● **ASSIGNMENT**
For the records that follow, return only the count of lines containing the string "dead".

● **INFORMATION GIVEN**
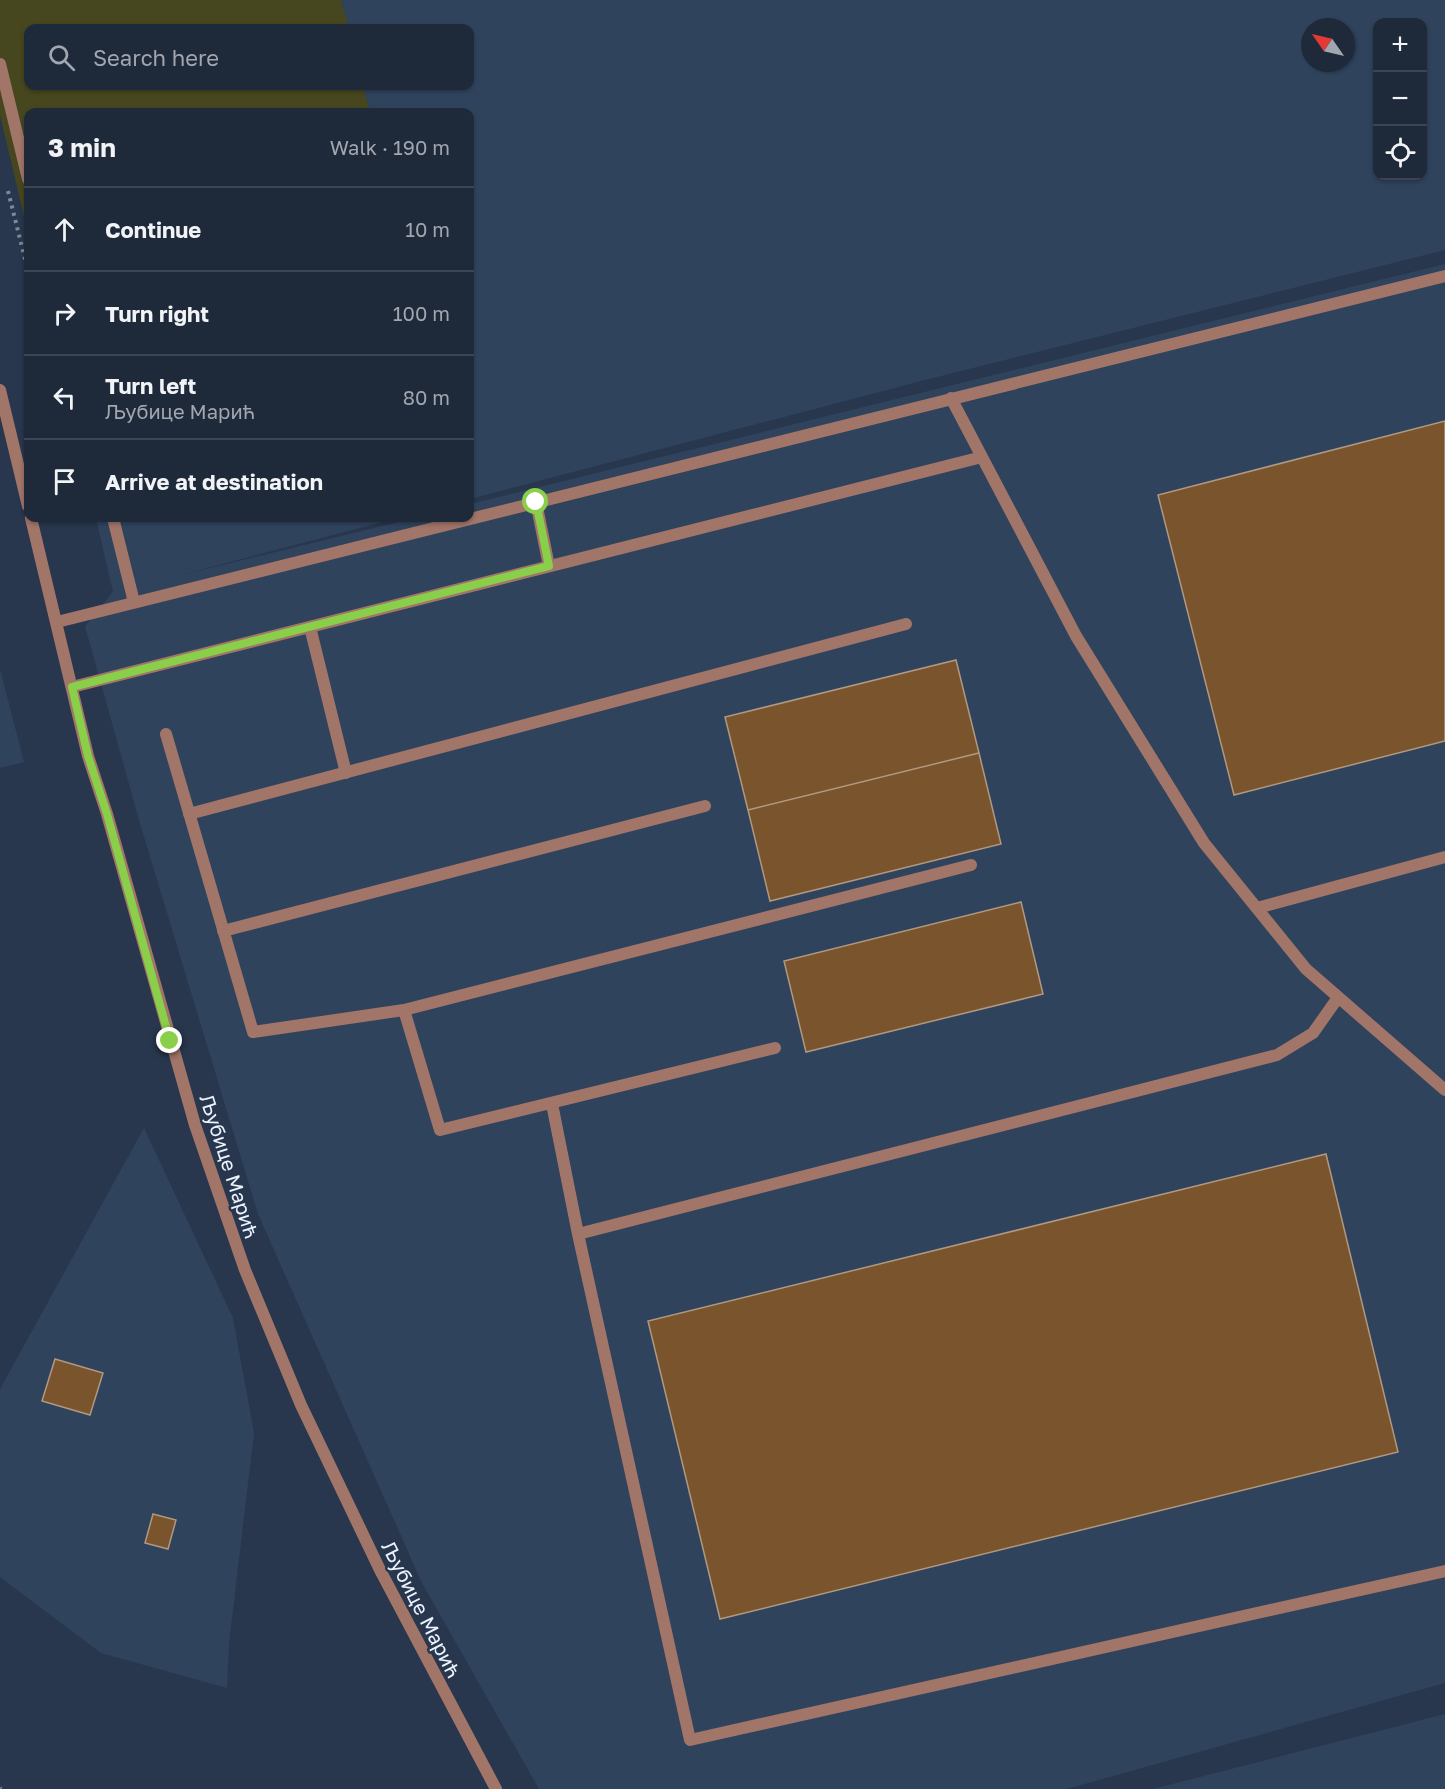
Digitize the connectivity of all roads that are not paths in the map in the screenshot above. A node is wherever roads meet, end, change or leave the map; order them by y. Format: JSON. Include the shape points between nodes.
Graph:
{"nodes":[{"id":1,"x":0,"y":64,"type":"edge"},
{"id":2,"x":24,"y":163,"type":"edge"},
{"id":3,"x":1445,"y":276,"type":"edge"},
{"id":4,"x":0,"y":390,"type":"edge"},
{"id":5,"x":951,"y":398,"type":"junction"},
{"id":6,"x":982,"y":457,"type":"junction"},
{"id":7,"x":24,"y":489,"type":"edge"},
{"id":8,"x":536,"y":502,"type":"junction"},
{"id":9,"x":474,"y":517,"type":"edge"},
{"id":10,"x":33,"y":522,"type":"edge"},
{"id":11,"x":114,"y":522,"type":"edge"},
{"id":12,"x":456,"y":522,"type":"edge"},
{"id":13,"x":549,"y":566,"type":"junction"},
{"id":14,"x":134,"y":602,"type":"junction"},
{"id":15,"x":57,"y":622,"type":"junction"},
{"id":16,"x":906,"y":624,"type":"dead end"},
{"id":17,"x":310,"y":627,"type":"junction"},
{"id":18,"x":72,"y":687,"type":"junction"},
{"id":19,"x":166,"y":734,"type":"dead end"},
{"id":20,"x":346,"y":773,"type":"junction"},
{"id":21,"x":705,"y":806,"type":"dead end"},
{"id":22,"x":189,"y":814,"type":"junction"},
{"id":23,"x":1445,"y":857,"type":"edge"},
{"id":24,"x":971,"y":865,"type":"dead end"},
{"id":25,"x":1257,"y":908,"type":"junction"},
{"id":26,"x":223,"y":931,"type":"junction"},
{"id":27,"x":1337,"y":999,"type":"junction"},
{"id":28,"x":404,"y":1010,"type":"junction"},
{"id":29,"x":775,"y":1048,"type":"dead end"},
{"id":30,"x":1445,"y":1090,"type":"edge"},
{"id":31,"x":552,"y":1104,"type":"junction"},
{"id":32,"x":578,"y":1233,"type":"junction"},
{"id":33,"x":1445,"y":1571,"type":"edge"},
{"id":34,"x":496,"y":1789,"type":"edge"}],
"edges":[{"from":1,"to":2,"type":"street"},
{"from":3,"to":5,"type":"street"},
{"from":4,"to":7,"type":"street"},
{"from":5,"to":6,"type":"street"},
{"from":5,"to":8,"type":"street"},
{"from":6,"to":13,"type":"street"},
{"from":6,"to":25,"type":"street","via":[[1076,636],[1204,843]]},
{"from":8,"to":9,"type":"street"},
{"from":8,"to":13,"type":"street"},
{"from":10,"to":15,"type":"street","name":"Љубице Марић"},
{"from":11,"to":14,"type":"street"},
{"from":12,"to":14,"type":"street"},
{"from":13,"to":17,"type":"street"},
{"from":14,"to":15,"type":"street"},
{"from":15,"to":18,"type":"street","name":"Љубице Марић"},
{"from":16,"to":20,"type":"street"},
{"from":17,"to":18,"type":"street"},
{"from":17,"to":20,"type":"street"},
{"from":18,"to":34,"type":"street","name":"Љубице Марић","via":[[170,1041],[245,1270],[301,1405],[375,1560]]},
{"from":19,"to":22,"type":"street"},
{"from":20,"to":22,"type":"street"},
{"from":21,"to":26,"type":"street"},
{"from":22,"to":26,"type":"street"},
{"from":23,"to":25,"type":"street"},
{"from":24,"to":28,"type":"street"},
{"from":25,"to":27,"type":"street","via":[[1306,969]]},
{"from":26,"to":28,"type":"street","via":[[253,1032]]},
{"from":27,"to":30,"type":"street"},
{"from":27,"to":32,"type":"street","via":[[1313,1032],[1277,1055]]},
{"from":28,"to":31,"type":"street","via":[[440,1130]]},
{"from":29,"to":31,"type":"street"},
{"from":31,"to":32,"type":"street"},
{"from":32,"to":33,"type":"street","via":[[690,1740]]}]}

● **THE ANSWER**
5